Japão
registra meta ruim e culpa tsunami.
O primeiro-ministro do Japão, Shinzo Abe. Foto:
Prime Minister’s Office of Japan/ Fotos Públicas.
Por Claudio Angelo, do OC –
Proposta do país muda ano-base de 1990 para 2013 e
cria facilidades para cumprimento que podem significar apenas 7% de corte de
emissões em 2030.
O Japão entregou na noite de sexta-feira à
Convenção do Clima das Nações Unidas sua proposta de meta para o acordo de
Paris. É uma das mais tímidas registradas até aqui por um país industrializado,
e quem levou a culpa pela falta de ambição foi o trágico tsunami de 2011, que
afetou o parque energético nuclear japonês.
A INDC (Contribuição Nacionalmente Determinada
Pretendida) do país do sol nascente prevê uma redução de emissões de 26% em
2030 em relação aos níveis de 2013, o que dá um corte de 18% em relação aos
níveis de 1990. No entanto, o governo está aplicando mecanismos contábeis que
reduzem o esforço real a pífios 7% a 11% em relação a 1990. É uma das metas
menos ambiciosas registradas até aqui por um país industrializado.

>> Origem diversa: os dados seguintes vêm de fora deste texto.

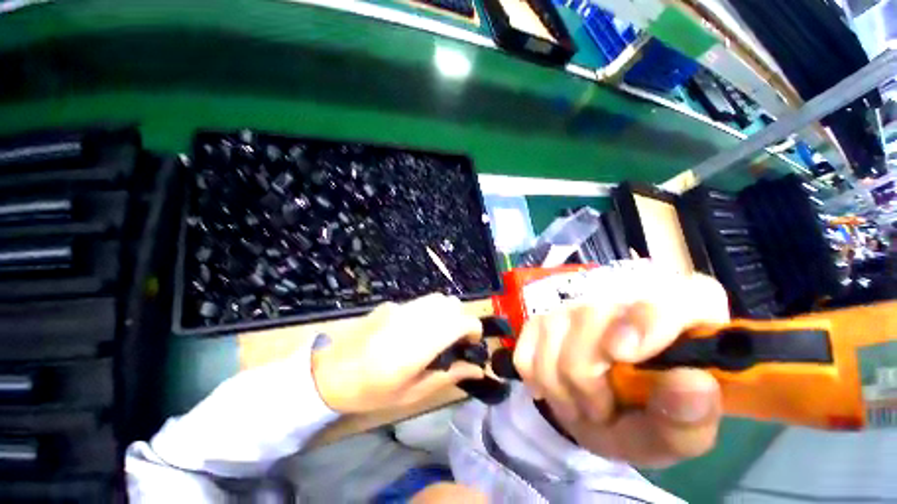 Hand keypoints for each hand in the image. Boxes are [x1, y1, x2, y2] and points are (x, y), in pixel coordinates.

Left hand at [311, 293, 484, 413]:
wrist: (329, 372)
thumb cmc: (372, 391)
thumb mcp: (412, 392)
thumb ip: (448, 376)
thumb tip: (477, 369)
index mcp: (421, 343)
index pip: (462, 320)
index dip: (474, 329)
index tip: (470, 344)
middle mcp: (414, 318)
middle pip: (452, 303)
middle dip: (461, 319)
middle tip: (454, 340)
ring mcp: (401, 307)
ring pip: (437, 298)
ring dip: (446, 312)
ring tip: (437, 333)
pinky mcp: (391, 304)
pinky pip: (420, 302)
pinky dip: (428, 311)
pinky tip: (413, 329)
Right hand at [512, 268, 728, 467]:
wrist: (595, 411)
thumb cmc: (647, 421)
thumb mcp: (677, 436)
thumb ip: (691, 417)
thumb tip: (694, 383)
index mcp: (681, 313)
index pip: (674, 293)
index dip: (646, 319)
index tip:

O anúncio do governo do premiê Shinzo Abe foi
recebido com críticas pela sociedade civil. O Climate Action Tracker, uma rede
de institutos de pesquisa que avalia as propostas de cada país em relação à
meta de evitar que a Terra esquente mais de 2oC, classificou a INDC de
“inadequada”. “Se todos os países adotassem esse nível de ambição, o
aquecimento provavelmente ultrapassaria os 3oC ou 4oC”, afirmou o Tracker em
sua análise da proposta. Segundo a rede, apenas com as políticas já em curso, o
Japão poderia cumprir a meta quase sem esforço adicional.
O esforço de mitigação proposto pelo governo Abe é
menor do que o prometido pelos principais competidores econômicos do Japão no
cenário internacional: significaria um corte de 2,3% a 2,5% das emissões por
ano, enquanto o da União Europeia e dos EUA chegaria mais perto de 3% ao ano.

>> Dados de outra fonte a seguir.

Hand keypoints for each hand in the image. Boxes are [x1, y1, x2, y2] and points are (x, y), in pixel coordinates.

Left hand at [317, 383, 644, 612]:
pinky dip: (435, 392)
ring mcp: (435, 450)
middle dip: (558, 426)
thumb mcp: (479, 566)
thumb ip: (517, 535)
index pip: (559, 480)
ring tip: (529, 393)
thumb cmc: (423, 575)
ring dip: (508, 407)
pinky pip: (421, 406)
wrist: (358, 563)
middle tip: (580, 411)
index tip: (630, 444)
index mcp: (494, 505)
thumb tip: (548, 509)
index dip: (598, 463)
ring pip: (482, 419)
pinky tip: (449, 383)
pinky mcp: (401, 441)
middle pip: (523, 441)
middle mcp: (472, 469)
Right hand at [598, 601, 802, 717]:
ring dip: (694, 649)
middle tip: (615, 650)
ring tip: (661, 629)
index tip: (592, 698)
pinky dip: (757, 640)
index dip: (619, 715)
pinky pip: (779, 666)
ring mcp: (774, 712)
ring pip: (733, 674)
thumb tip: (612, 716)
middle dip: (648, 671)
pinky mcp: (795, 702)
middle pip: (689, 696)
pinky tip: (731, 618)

Na comparação com 1990, a UE propôs um corte de 40% de suas emissões em 2030;
os EUA chegariam a 27% de redução.
Entre os grandes emissores do mundo
industrializado, o Japão só ganha em ambição do Canadá, cuja meta poderia até
permitir um aumento líquido de emissões em 2030 em relação a 1990, e da Rússia,
que mais ou menos declarou que não vai fazer nada, mesmo, mas que está disposta
a negociar.
Não bastasse a mudança radical de ano-base e o
compromisso em si pouco altivo, o Japão ainda declarou que vai aplicar
deflatores à sua meta, por assim dizer. O país, que é um dos mais florestados
do mundo, declarou que pretende usar o carbono sequestrado por suas árvores
como forma de compensar emissões no setor de energia. Segundo o Climate Action
Tracker, isso já reduziria o esforço de 18% para 15% em relação às emissões de
1990. Este esforço, por sua vez, é ainda reduzido em quase um quarto com a
decisão de lançar mão de um mecanismo doméstico de créditos.
No texto da INDC, o governo explica a mudança do
ano-base da meta para 2013 de forma prosaica: isso se deveu a uma “drástica
mudança de circunstâncias” no Japão, que em 2011 enfrentou o pior terremoto já
medido na história, seguido de um tsunami colossal que destruiu a usina nuclear
de Fukushima e abalou a confiança nacional nessa forma de energia, que não
emite CO2.
A partir da tragédia, o governo foi forçado a rever
todo o planejamento nacional de energia – o ano do novo plano, 2013, virou o
ano de referência da meta japonesa. Segundo a Climate Action Network do Japão,
mudar o ano-base para 2013, quando as emissões nacionais foram muito altas,
para dar a impressão de estar fazendo um grande esforço é “enganar o público”.
Escasso em recursos naturais, o Japão já é uma das
economias mais eficientes do mundo. Cortar emissões por lá é significativamente
mais caro do que nos EUA e na Europa. Daí o país ter tentado repetidas vezes
abandonar o Protocolo de Kyoto, o que não fez em parte por uma questão de
imagem – o acordo foi, afinal, assinado na antiga capital nipônica.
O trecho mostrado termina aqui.